Deep neural networks have proven remarkably effective at solving many classification problems, but have been criticized recently for two major weaknesses: the reasons behind their predictions are uninterpretable, and the predictions themselves can often be fooled by small adversarial perturbations. These problems pose major obstacles for the adoption of neural networks in domains that require security or transparency. In this work, we evaluate the effectiveness of defenses that differentiably penalize the degree to which small changes in inputs can alter model predictions. Across multiple attacks, architectures, defenses, and datasets, we find that neural networks trained with this input gradient regularization exhibit robustness to transferred adversarial examples generated to fool all of the other models. We also find that adversarial examples generated to fool gradient-regularized models fool all other models equally well, and actually lead to more "legitimate," interpretable misclassifications as rated by people (which we confirm in a human subject experiment). Finally, we demonstrate that regularizing input gradients makes them more naturally interpretable as rationales for model predictions. We conclude by discussing this relationship between interpretability and robustness in deep neural networks.
研究动机与目标
- 激发并解决 DNNs 中的两个问题:缺乏可解释性以及对微小对抗扰动的易受攻击性。
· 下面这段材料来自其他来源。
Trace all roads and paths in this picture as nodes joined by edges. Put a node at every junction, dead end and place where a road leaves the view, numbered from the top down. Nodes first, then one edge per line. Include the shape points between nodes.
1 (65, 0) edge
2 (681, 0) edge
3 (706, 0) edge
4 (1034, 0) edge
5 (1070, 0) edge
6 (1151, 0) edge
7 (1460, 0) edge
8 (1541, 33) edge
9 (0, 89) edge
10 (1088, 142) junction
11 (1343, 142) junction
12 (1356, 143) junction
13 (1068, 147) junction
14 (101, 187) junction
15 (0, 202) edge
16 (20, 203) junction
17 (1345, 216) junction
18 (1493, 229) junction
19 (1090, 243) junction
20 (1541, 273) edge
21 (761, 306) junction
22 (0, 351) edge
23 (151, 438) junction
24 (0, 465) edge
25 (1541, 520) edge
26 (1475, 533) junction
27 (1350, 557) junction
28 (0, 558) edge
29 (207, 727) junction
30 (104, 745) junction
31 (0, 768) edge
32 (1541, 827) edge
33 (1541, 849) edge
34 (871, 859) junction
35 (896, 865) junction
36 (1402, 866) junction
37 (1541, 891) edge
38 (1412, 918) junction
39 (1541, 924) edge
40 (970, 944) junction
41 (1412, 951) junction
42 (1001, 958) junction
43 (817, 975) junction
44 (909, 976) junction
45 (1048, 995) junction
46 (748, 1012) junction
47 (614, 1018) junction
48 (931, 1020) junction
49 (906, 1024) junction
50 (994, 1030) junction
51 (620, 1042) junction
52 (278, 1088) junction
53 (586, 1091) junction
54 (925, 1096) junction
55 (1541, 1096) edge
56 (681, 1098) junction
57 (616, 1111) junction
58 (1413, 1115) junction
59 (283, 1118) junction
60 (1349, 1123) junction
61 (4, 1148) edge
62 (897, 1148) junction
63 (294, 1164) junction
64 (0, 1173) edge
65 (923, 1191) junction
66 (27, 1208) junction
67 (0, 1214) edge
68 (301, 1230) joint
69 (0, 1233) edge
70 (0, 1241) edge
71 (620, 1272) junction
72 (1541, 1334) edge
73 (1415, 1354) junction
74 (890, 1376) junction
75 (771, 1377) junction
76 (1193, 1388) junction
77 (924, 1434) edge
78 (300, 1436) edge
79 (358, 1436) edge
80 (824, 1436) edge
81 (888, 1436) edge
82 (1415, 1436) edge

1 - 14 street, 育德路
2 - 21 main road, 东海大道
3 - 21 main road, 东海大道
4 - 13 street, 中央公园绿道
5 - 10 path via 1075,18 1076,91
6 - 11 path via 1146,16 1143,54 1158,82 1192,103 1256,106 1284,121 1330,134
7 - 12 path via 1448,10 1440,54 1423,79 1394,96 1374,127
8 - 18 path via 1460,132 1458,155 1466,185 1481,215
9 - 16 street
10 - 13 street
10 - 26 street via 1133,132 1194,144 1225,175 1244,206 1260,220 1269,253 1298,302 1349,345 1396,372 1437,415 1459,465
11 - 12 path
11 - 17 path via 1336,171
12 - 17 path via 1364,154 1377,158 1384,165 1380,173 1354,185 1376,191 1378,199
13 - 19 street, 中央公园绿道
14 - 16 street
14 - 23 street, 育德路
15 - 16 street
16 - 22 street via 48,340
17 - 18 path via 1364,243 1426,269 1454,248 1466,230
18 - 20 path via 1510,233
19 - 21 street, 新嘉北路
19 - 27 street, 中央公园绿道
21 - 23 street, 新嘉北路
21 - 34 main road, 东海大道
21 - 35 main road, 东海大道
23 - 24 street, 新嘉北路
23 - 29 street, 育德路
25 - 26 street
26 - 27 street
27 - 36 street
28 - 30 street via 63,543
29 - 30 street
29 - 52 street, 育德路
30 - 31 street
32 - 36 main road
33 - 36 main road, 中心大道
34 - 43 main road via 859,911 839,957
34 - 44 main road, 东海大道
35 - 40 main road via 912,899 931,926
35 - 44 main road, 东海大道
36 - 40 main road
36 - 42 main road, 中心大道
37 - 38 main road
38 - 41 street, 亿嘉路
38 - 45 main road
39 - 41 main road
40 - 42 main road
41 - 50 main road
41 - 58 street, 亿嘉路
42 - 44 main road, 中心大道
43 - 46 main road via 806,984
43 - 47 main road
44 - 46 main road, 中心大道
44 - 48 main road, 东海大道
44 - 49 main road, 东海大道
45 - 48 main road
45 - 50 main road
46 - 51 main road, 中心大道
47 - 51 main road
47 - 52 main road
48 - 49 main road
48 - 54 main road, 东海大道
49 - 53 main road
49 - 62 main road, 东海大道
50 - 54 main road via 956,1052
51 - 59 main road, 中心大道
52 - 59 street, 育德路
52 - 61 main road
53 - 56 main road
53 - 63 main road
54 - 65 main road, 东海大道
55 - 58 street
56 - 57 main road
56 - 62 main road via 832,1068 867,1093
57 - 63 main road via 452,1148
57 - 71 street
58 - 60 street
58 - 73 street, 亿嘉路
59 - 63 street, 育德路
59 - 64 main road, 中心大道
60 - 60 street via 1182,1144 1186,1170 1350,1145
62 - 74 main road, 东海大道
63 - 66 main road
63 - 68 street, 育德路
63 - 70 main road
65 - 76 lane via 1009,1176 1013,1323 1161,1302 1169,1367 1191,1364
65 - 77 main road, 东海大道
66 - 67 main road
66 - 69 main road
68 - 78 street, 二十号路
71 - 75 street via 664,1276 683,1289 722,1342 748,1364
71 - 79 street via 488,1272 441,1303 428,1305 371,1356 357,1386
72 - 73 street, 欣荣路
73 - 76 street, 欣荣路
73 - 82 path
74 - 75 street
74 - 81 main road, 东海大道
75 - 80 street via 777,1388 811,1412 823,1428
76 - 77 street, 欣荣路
- 提出一种可微分的正则化,在训练过程中强制输入梯度更平滑。
- 评估梯度正则化模型在多种攻击下及跨数据集的鲁棒性与可解释性。
提出的方法
- 通过惩罚损失的输入梯度的二范数的平方来对梯度正则化进行形式化:最小化 H(y, ŷ) + λ ||∇ₓ H(y, ŷ)||₂²。
- 将梯度正则化与防御蒸馏和使用 FGSM、TGSM 和 JSMA 攻击的对抗训练进行比较。
- 使用 Adam 和特定超参数在 MNIST、SVHN 和 notMNIST 上训练卷积神经网络(CNN),探讨 λ 值及训练时间的影响。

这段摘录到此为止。